Sin pronunciarse explícitamente -no es su estilo, al parecer, en este tema- Lula apuntó en la misma dirección al recibir, junto a Jobim, a dos altos oficiales de la Marina y el Ejército recientemente promovidos (fue tras esa reunión que el ministro de Defensa dijo que la ley del 79 no sería tocada) y convocar a Genro al palacio presidencial no precisamente para respaldarlo, según se hizo trascender.
“Está muy bien reivindicar la memoria de las víctimas, pero eso no es incompatible, más bien todo lo contrario, con el deber de hacer justicia”, comentaron voceros de organizaciones humanitarias brasileñas tras el discurso de Lula.
Lo cierto es que esos grupos no ganan para nuevos problemas. Ya la tenían difícil con la soledad en que se mueven (“este es un combate en el que muy pocos se prenden, la amnesia ha ganado a la sociedad brasileña”, decía hace un tiempo en declaraciones a Sirel Jair Krischke, del Movimiento de Justicia y Derechos Humanos, de Porto Alegre), como para agregarle un nuevo enfrentamiento con el gobierno del PT en un terreno resbaladizo como el elegido ahora por el Presidente.
Retórica y escenografía “de izquierda” pautaron el planteo de Lula.

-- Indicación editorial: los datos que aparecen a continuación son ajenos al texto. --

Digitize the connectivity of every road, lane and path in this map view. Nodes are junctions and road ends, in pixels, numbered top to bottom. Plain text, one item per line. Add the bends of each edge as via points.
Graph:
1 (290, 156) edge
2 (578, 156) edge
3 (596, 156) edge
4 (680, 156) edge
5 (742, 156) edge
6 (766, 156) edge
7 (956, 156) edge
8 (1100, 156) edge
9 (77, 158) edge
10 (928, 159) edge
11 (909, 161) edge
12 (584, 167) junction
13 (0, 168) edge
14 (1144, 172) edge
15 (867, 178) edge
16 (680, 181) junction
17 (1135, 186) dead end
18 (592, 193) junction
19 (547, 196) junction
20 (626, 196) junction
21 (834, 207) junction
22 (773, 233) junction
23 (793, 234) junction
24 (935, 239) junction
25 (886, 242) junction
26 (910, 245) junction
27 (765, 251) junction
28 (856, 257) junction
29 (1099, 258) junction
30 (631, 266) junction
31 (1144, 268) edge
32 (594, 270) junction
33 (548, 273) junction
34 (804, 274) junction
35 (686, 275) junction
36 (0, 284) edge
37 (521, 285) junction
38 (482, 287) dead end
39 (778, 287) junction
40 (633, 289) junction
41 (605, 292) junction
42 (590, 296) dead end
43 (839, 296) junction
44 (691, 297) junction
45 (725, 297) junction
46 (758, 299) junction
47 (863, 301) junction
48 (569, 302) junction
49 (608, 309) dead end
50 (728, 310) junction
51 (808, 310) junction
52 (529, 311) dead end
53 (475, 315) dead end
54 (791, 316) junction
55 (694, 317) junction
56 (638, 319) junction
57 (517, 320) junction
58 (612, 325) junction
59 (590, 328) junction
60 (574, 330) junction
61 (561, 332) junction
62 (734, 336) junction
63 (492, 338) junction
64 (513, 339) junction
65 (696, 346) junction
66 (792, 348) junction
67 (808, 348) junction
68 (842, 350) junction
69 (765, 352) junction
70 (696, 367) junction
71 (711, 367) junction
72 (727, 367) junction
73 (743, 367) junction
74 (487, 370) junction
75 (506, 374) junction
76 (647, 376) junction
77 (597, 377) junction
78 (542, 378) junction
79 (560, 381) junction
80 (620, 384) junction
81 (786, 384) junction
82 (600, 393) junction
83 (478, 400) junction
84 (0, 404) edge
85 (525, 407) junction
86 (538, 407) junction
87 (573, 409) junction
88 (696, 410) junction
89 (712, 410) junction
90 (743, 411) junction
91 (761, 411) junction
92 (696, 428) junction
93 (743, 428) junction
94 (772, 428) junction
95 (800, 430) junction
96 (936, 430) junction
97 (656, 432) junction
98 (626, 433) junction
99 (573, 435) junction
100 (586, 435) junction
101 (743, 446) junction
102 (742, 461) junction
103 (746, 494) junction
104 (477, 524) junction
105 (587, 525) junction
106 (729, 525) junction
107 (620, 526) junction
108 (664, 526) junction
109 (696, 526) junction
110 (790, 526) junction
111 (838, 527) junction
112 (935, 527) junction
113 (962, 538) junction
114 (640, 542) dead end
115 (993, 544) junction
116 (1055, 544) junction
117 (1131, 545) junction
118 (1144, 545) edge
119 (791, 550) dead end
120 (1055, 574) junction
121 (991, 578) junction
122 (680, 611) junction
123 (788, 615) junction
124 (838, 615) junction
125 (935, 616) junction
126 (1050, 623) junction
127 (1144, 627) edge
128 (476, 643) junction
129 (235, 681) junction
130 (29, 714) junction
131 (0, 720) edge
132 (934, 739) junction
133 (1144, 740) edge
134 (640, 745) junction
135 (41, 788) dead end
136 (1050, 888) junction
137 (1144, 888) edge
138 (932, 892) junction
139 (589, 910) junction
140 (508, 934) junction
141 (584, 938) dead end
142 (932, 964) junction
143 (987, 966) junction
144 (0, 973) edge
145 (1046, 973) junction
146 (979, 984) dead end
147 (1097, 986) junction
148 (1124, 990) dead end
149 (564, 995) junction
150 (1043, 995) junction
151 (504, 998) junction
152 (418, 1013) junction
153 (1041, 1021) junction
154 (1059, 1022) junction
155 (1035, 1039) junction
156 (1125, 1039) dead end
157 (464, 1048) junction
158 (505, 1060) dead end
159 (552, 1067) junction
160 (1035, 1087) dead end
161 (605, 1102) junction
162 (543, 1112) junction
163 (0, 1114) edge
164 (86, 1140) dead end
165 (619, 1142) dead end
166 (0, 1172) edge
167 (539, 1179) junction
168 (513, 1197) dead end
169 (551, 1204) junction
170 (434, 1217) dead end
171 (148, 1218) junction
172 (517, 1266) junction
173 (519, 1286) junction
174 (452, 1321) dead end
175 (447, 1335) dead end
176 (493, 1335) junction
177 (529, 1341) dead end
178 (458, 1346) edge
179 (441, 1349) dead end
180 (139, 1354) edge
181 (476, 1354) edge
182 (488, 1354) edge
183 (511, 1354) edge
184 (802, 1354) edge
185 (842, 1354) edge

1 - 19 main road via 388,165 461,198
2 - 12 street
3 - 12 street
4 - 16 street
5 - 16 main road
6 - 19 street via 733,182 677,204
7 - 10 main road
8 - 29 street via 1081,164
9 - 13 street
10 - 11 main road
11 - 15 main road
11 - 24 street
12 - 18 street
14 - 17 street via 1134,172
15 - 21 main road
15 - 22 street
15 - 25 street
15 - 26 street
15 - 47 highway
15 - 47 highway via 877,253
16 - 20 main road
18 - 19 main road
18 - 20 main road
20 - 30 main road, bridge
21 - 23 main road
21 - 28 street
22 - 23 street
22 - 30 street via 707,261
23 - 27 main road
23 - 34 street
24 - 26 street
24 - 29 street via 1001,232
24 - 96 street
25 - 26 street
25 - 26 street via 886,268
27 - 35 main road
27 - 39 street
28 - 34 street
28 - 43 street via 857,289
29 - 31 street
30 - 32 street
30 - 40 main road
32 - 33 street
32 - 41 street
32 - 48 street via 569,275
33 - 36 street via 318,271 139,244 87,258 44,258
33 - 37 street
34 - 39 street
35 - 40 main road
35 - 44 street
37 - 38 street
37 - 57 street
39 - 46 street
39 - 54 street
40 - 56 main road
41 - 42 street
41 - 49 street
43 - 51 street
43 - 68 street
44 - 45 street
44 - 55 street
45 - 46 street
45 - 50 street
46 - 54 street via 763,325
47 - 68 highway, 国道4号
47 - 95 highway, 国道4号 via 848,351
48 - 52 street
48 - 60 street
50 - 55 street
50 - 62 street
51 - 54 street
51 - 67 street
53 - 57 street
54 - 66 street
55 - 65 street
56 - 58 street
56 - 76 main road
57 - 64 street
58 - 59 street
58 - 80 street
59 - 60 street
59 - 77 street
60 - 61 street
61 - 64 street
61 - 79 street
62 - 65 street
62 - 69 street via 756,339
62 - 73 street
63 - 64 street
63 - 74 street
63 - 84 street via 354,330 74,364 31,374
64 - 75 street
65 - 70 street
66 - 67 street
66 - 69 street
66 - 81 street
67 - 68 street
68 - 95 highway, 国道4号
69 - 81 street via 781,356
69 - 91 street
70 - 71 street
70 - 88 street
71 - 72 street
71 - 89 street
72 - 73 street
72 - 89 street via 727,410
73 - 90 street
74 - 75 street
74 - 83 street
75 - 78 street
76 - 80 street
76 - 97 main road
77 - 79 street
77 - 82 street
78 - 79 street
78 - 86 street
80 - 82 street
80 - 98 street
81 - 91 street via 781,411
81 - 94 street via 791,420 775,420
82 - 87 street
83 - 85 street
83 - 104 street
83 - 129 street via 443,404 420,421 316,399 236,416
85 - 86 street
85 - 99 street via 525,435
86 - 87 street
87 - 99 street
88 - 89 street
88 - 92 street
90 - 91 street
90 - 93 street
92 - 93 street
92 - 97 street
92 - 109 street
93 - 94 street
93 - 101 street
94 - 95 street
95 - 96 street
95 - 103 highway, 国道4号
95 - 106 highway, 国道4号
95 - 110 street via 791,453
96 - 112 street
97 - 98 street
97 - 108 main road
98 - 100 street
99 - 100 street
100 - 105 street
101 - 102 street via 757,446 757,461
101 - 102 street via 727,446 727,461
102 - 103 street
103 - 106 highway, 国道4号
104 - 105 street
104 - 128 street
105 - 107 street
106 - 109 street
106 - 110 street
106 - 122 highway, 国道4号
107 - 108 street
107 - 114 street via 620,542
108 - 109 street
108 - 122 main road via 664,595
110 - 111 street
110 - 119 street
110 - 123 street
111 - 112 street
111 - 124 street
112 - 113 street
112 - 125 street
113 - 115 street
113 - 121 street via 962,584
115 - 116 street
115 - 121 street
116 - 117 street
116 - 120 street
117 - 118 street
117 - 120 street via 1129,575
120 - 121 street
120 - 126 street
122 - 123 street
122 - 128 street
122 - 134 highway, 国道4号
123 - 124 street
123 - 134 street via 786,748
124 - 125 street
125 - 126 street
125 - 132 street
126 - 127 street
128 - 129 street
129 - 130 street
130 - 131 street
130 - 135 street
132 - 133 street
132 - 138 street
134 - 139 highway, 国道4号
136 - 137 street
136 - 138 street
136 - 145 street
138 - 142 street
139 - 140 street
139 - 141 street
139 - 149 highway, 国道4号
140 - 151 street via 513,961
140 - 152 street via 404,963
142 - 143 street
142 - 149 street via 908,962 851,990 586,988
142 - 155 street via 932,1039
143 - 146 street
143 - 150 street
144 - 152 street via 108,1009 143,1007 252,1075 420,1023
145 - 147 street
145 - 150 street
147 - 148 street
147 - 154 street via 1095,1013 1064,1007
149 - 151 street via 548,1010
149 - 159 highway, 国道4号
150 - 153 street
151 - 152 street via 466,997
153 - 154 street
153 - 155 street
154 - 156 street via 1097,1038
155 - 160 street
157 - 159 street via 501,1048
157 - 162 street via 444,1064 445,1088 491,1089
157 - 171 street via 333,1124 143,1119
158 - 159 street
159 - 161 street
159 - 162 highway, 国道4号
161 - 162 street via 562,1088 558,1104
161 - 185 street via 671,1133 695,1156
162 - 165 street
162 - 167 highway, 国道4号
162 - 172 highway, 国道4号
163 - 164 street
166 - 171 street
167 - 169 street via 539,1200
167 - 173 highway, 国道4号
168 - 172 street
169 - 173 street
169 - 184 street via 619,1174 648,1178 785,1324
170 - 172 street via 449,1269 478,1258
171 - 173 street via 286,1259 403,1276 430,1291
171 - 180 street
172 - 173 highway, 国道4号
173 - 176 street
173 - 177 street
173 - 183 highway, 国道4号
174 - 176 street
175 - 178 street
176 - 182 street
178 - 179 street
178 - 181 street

Escenografía: su discurso lo pronunció ante un público de militantes estudiantiles, en el que el Presidente asumió la responsabilidad del Estado por un acto “criminal” como fue la destrucción de la sede, en 1964, por la flamante dictadura, de la Unión Nacional de Estudiantes.
Retórica: Lula acompañó su llamado al abandono de “la queja” con frases como éstas: “Imagínense si el Frente Sandinista se hubiera quedado en el lamento de todos los que mató Somoza. Imagínense si Fidel se hubiera quedado en el lamento de todos los que asesinó Batista...”
Más allá de la discutible pertinencia histórica de la comparación (aquel sandinismo originario de 1979 mandó a la cárcel a muchos de los exponentes del somocismo, y que se sepa Castro no fue precisamente indulgente tras la caída de la dictadura de Batista), el mensaje tenía un blanco muy claro: los jóvenes, convocados a “mirar hacia el futuro” y, en todo caso, a rescatar -como fuente de inspiración espiritual, karmática, etcétera- a aquellos lejanos “héroes” de los sesenta, pero abandonando en el hoy posturas “revanchistas” que impedirían el verdadero objetivo de lograr la “reconciliación nacional”.
“Con actitudes así del gobierno, va a ser muy difícil que Brasil deje de ser uno de los países sudamericanos con mayor grado de impunidad para los violadores a los derechos humanos”, comentó un portavoz del movimiento liderado por Krischke.